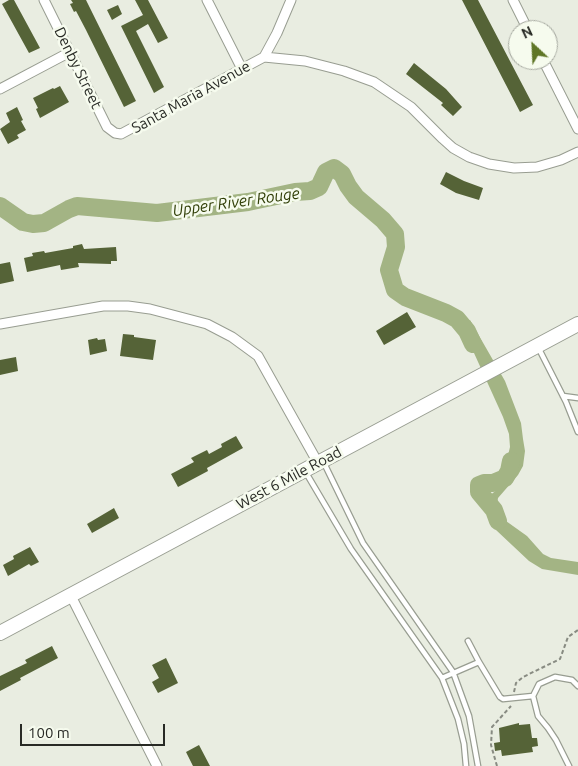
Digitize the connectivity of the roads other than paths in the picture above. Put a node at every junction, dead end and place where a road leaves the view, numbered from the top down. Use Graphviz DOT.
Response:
graph roads {
  1 [pos="44,0"];
  2 [pos="207,0"];
  3 [pos="291,0"];
  4 [pos="513,0"];
  5 [pos="523,20"];
  6 [pos="70,52"];
  7 [pos="264,57"];
  8 [pos="242,69"];
  9 [pos="548,70"];
  10 [pos="0,89"];
  11 [pos="578,129"];
  12 [pos="115,133"];
  13 [pos="578,152"];
  14 [pos="0,324"];
  15 [pos="578,324"];
  16 [pos="537,346"];
  17 [pos="563,396"];
  18 [pos="578,398"];
  19 [pos="578,432"];
  20 [pos="320,462"];
  21 [pos="305,470"];
  22 [pos="363,543"];
  23 [pos="351,549"];
  24 [pos="70,594"];
  25 [pos="0,633"];
  26 [pos="468,641"];
  27 [pos="479,662"];
  28 [pos="453,672"];
  29 [pos="442,678"];
  30 [pos="578,686"];
  31 [pos="533,696"];
  32 [pos="157,766"];
  33 [pos="466,766"];
  34 [pos="478,766"];
  35 [pos="569,766"];
  1 -- 6 [label="street, Denby Street"];
  2 -- 8 [label="street"];
  3 -- 7 [label="street, Santa Maria Avenue"];
  4 -- 5 [label="street"];
  6 -- 10 [label="street"];
  6 -- 12 [label="street, Denby Street"];
  7 -- 8 [label="street, Santa Maria Avenue"];
  7 -- 13 [label="street"];
  8 -- 12 [label="street, Santa Maria Avenue"];
  9 -- 11 [label="street"];
  14 -- 20 [label="street"];
  15 -- 16 [label="main road, West 6 Mile Road"];
  16 -- 17 [label="lane"];
  16 -- 20 [label="main road, West 6 Mile Road"];
  17 -- 18 [label="lane"];
  17 -- 19 [label="lane"];
  20 -- 21 [label="main road, West 6 Mile Road"];
  20 -- 22 [label="lane"];
  21 -- 23 [label="lane"];
  21 -- 24 [label="main road, West 6 Mile Road"];
  22 -- 23 [label="lane"];
  22 -- 28 [label="lane"];
  23 -- 29 [label="lane"];
  24 -- 25 [label="main road, West 6 Mile Road"];
  24 -- 32 [label="street"];
  26 -- 27 [label="lane"];
  27 -- 28 [label="lane"];
  27 -- 31 [label="lane"];
  28 -- 29 [label="lane"];
  28 -- 34 [label="lane"];
  29 -- 33 [label="lane"];
  30 -- 31 [label="lane"];
  31 -- 35 [label="lane"];
}
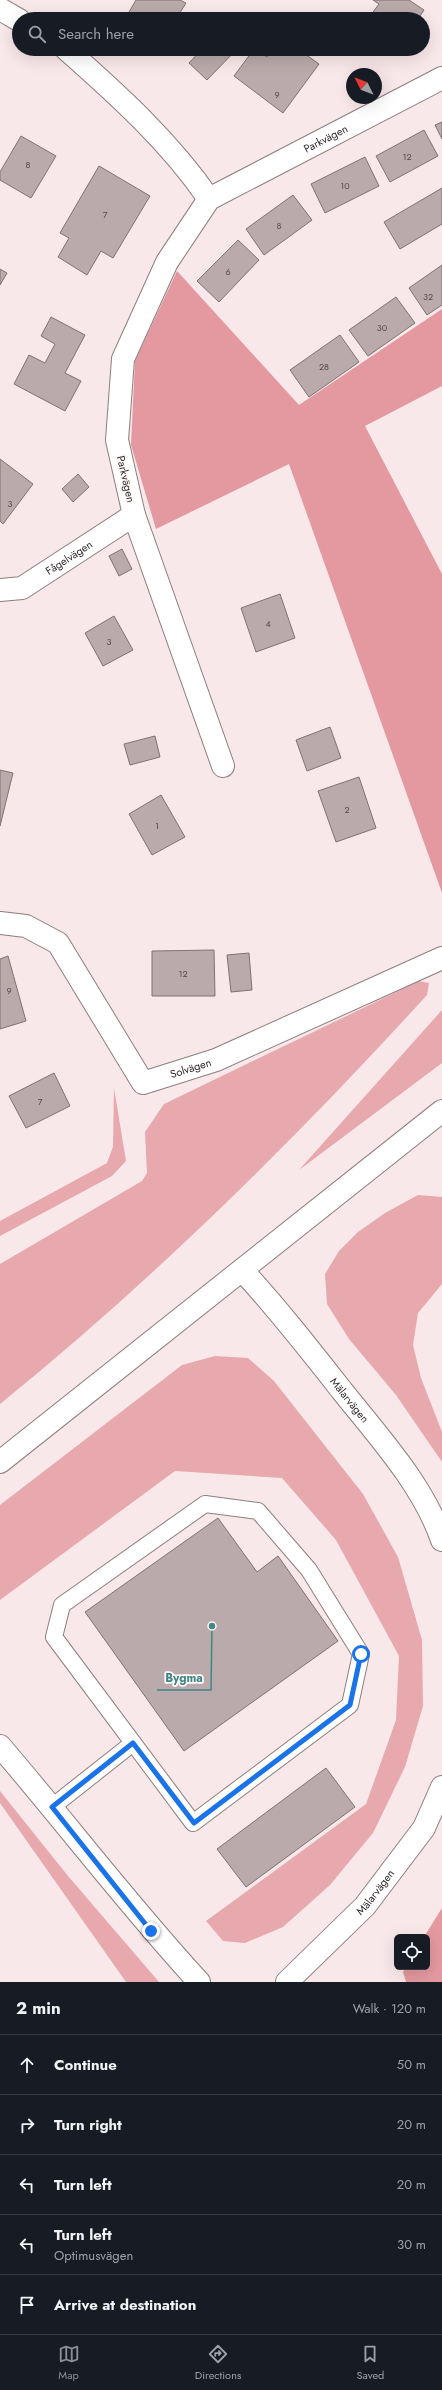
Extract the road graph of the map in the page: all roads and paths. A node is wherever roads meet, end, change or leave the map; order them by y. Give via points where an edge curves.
1 (0, 10) edge
2 (12, 16) edge
3 (74, 56) edge
4 (442, 78) edge
5 (209, 199) junction
6 (134, 515) junction
7 (0, 590) edge
8 (223, 766) dead end
9 (0, 923) edge
10 (442, 958) edge
11 (442, 1111) edge
12 (242, 1270) junction
13 (0, 1462) edge
14 (442, 1540) edge
15 (133, 1743) junction
16 (0, 1746) edge
17 (442, 1787) edge
18 (52, 1807) junction
19 (199, 1982) edge
20 (286, 1982) edge

1 - 2 street
3 - 5 street via 124,100 191,173
4 - 5 street, Parkvägen
5 - 6 street, Parkvägen via 167,262 123,359 117,440
6 - 7 street, Fågelvägen via 22,588
6 - 8 street, Parkvägen
9 - 10 street, Solvägen via 26,926 58,944 143,1083 216,1060
11 - 12 street
12 - 13 street
12 - 14 street, Mälarvägen via 266,1296 391,1451 434,1518
15 - 15 lane via 194,1823 350,1705 361,1654 309,1570 258,1511 204,1504 62,1605 54,1638
15 - 18 lane
16 - 18 street
17 - 20 street, Mälarvägen via 424,1828 365,1906
18 - 19 street via 151,1931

***

Would you please copy each line of the listing that contains the word "Parkvägen"?

- Solved problem
4 - 5 street, Parkvägen
5 - 6 street, Parkvägen via 167,262 123,359 117,440
6 - 8 street, Parkvägen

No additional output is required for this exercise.